BEGIN

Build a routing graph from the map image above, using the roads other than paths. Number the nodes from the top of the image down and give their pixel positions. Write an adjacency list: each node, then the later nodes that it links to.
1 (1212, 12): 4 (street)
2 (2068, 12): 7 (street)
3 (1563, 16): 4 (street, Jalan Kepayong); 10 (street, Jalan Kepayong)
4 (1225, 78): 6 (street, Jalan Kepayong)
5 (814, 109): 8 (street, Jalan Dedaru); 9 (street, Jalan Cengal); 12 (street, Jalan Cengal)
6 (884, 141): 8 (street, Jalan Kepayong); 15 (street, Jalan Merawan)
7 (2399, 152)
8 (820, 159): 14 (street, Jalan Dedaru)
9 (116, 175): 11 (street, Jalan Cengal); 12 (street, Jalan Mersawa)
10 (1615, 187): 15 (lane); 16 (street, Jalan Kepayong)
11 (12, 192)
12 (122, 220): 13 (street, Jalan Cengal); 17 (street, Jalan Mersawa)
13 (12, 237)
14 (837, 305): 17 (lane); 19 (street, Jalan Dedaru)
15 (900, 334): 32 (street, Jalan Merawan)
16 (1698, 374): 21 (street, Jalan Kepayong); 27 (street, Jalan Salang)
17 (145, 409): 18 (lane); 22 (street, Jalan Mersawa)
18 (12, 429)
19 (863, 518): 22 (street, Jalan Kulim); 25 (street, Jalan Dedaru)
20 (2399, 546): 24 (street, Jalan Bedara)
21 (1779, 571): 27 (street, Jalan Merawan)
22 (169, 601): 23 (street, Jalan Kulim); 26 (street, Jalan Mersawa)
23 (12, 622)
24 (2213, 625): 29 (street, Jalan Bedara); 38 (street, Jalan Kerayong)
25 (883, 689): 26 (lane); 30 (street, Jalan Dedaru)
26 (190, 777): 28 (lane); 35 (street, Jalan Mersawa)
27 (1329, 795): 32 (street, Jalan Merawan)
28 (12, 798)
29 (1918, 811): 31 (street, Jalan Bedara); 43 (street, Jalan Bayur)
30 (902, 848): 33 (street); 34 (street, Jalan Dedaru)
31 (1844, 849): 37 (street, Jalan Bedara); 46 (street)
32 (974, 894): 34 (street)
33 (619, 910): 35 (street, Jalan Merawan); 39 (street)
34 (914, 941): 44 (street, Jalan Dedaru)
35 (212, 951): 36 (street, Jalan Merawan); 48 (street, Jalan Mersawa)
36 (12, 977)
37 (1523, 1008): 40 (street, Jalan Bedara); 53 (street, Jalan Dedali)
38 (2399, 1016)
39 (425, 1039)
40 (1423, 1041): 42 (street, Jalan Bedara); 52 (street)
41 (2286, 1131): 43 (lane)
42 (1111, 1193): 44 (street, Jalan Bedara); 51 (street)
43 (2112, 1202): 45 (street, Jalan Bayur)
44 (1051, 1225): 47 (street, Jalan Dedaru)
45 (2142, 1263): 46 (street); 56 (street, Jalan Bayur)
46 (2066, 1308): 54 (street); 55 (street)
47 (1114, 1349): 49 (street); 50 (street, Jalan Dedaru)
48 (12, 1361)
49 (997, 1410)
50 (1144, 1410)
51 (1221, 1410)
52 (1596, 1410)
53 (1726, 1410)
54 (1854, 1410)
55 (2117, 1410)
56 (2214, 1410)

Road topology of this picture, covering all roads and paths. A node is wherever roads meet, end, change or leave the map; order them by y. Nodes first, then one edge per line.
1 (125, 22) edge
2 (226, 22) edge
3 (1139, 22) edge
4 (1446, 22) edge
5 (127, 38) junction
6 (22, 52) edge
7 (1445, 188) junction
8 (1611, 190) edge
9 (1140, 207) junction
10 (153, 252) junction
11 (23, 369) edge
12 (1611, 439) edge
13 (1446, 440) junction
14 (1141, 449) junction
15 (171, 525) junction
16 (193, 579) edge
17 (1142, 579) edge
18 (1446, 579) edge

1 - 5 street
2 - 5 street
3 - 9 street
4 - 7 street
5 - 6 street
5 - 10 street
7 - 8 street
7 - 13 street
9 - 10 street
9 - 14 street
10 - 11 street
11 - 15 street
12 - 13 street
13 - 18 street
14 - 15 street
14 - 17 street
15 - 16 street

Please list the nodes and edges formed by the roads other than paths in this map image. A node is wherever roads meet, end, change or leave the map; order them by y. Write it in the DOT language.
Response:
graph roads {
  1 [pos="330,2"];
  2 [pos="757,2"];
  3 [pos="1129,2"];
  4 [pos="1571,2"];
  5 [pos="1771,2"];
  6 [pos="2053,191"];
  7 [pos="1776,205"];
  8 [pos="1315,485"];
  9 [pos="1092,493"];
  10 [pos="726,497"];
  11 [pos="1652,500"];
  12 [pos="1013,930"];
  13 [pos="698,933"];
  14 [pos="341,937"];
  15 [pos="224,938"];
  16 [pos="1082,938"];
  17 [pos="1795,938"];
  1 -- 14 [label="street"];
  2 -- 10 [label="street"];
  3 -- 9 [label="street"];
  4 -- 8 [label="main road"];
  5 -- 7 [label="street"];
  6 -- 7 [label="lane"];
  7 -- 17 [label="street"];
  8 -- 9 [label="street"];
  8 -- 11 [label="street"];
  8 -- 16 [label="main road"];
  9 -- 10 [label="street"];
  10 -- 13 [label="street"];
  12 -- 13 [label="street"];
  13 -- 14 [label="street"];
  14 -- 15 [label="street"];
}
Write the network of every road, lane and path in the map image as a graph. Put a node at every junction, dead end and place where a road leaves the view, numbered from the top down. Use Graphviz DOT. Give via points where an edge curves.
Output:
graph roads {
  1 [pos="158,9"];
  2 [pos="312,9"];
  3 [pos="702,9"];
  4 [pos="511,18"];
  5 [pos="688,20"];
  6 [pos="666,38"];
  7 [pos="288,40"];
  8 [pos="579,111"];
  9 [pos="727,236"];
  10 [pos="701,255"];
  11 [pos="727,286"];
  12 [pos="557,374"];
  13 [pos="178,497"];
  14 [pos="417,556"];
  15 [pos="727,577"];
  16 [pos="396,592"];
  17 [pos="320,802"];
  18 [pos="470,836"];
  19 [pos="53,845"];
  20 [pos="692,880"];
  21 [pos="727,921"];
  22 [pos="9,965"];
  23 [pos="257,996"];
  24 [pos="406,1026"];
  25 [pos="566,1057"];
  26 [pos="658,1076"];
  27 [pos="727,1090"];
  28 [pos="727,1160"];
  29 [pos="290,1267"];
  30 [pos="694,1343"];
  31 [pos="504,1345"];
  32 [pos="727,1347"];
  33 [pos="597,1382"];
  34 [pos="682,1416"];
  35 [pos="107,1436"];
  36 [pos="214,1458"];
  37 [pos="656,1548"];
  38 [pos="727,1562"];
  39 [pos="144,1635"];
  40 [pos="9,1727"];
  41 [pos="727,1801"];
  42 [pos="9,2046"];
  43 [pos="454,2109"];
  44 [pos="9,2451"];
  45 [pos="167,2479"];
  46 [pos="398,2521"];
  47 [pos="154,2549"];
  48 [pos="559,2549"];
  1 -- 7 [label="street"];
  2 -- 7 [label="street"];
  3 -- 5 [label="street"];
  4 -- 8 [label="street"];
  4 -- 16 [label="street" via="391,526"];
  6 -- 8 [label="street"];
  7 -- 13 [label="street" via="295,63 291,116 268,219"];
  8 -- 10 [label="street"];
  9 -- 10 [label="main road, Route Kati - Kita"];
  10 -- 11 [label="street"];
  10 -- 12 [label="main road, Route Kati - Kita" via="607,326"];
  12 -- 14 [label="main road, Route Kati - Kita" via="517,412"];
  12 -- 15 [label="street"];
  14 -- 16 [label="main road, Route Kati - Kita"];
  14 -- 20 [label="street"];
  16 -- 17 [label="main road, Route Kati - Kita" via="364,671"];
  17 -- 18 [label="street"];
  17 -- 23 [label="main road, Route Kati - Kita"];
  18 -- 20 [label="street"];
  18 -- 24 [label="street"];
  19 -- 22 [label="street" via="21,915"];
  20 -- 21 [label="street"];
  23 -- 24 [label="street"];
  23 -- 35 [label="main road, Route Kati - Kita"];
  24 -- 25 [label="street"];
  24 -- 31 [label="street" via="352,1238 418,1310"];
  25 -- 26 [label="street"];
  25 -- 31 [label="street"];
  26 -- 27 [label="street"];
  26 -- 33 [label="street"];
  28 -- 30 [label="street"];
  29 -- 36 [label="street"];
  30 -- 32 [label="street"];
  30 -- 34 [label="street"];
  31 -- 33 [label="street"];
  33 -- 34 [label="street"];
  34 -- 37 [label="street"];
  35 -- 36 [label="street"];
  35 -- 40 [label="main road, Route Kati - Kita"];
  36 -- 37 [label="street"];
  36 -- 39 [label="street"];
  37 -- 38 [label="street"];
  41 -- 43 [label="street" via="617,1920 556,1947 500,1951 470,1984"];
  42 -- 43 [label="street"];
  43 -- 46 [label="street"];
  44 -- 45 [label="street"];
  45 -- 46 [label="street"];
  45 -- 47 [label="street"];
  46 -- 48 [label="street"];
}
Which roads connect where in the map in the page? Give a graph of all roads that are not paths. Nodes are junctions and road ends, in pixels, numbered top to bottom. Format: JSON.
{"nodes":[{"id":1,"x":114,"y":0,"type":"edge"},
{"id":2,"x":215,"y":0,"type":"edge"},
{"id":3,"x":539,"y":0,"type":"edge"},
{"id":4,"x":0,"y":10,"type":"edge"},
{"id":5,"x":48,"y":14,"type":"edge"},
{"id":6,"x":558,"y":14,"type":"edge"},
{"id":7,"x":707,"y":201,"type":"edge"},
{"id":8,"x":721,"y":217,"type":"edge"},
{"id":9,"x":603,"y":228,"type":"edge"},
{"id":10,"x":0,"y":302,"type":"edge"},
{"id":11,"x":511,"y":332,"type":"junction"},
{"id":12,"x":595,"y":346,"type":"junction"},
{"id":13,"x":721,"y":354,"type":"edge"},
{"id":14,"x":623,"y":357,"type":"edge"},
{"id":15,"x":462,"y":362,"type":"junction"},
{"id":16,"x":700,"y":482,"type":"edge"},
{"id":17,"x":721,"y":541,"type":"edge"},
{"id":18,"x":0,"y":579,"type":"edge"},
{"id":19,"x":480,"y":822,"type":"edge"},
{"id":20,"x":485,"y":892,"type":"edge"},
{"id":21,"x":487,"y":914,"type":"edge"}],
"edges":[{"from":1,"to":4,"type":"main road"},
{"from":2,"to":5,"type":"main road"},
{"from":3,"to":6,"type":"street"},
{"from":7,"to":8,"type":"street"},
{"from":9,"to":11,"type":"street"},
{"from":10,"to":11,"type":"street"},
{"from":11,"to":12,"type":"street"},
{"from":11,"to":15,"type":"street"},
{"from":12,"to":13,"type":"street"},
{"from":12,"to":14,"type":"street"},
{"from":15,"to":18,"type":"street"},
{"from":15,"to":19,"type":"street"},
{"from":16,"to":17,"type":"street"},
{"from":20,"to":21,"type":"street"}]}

END

• Aim of the exercise: In the listing above, find each line containing "Route" and copy it.

• Written reply:
  9 -- 10 [label="main road, Route Kati - Kita"];
  10 -- 12 [label="main road, Route Kati - Kita" via="607,326"];
  12 -- 14 [label="main road, Route Kati - Kita" via="517,412"];
  14 -- 16 [label="main road, Route Kati - Kita"];
  16 -- 17 [label="main road, Route Kati - Kita" via="364,671"];
  17 -- 23 [label="main road, Route Kati - Kita"];
  23 -- 35 [label="main road, Route Kati - Kita"];
  35 -- 40 [label="main road, Route Kati - Kita"];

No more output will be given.